Johnny Bench arrived in Clearwater, FL at Jack Russell Stadium early in the morning. His plan was to unload his bags, get dressed, and hole up in the trainers’ room before any of the media showed up for the morning. The Phillies were just across Tampa Bay from where the Reds held spring training, so Bench didn’t have a terrible commute.

His hopes at going unnoticed were dashed as soon as he got in the clubhouse, though.

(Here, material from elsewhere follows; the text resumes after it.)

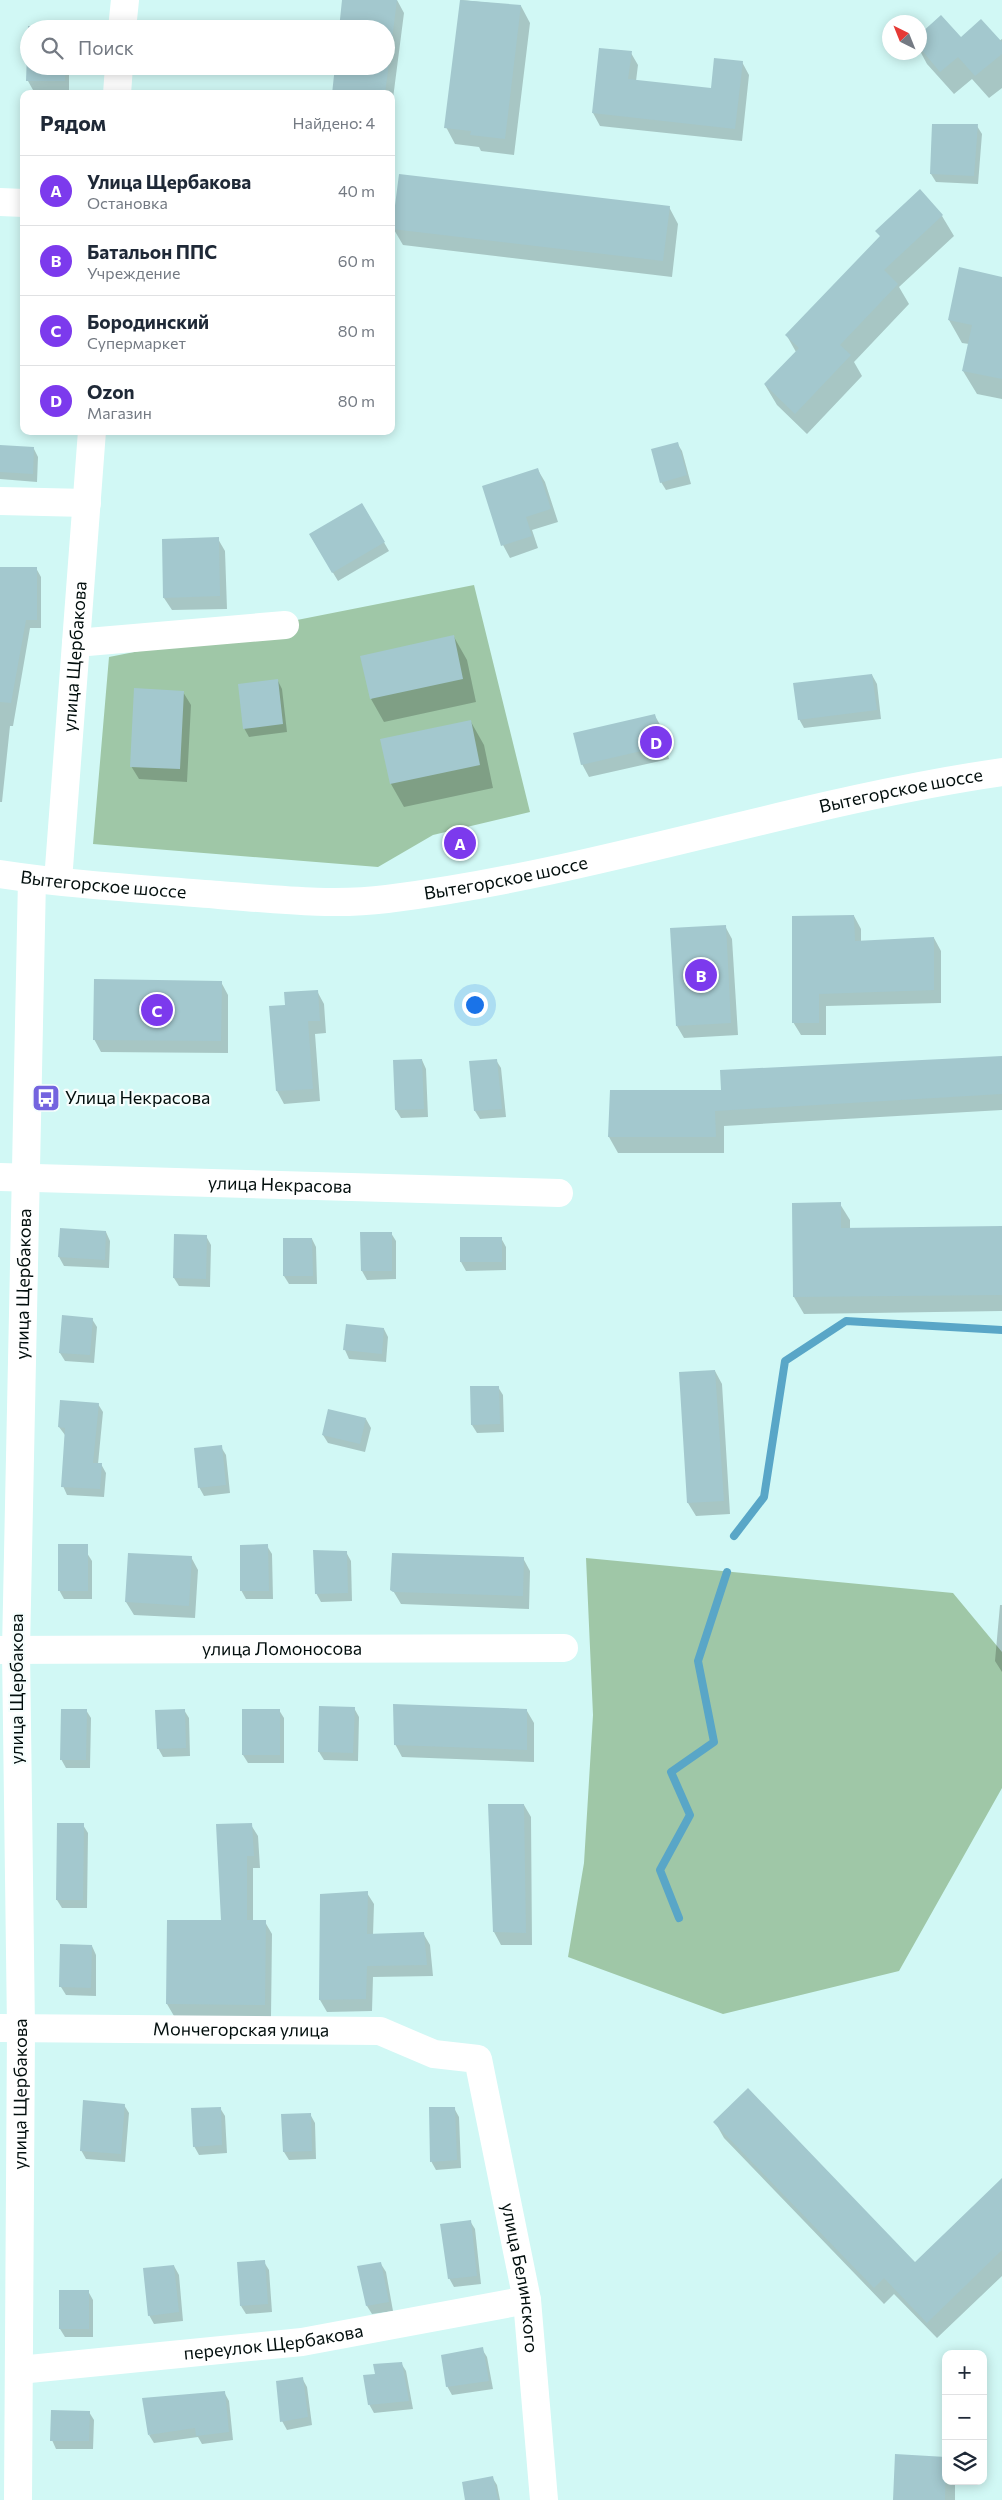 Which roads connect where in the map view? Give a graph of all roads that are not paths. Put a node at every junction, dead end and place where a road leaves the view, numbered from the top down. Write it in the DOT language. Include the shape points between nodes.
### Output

“John, thanks for coming in early,” he was greeted by his new manager, Dallas Green. Green, hair jutting out from under his maroon Phillies cap, was a bit squint-eyed, and looked just a tad like a cowboy from the movies, weathered and clean-shaven, serious and tough. “Let the clubbies take your bag, I want to talk to you, get to know you a bit.”

This was not quite how Johnny wanted to start. He felt like a naughty schoolboy caught sneaking around, and now getting called into the principal’s office. How he missed the days of Sparky Anderson, who understood how to treat star players. Anderson, who led the Reds through most of the 1970’s, was famous for telling his team in spring training there were four stars, while the rest were turds.

Johnny, for the first time in his life, felt like one of the turds.

They settled into the cramped manager’s office, and Green smiled.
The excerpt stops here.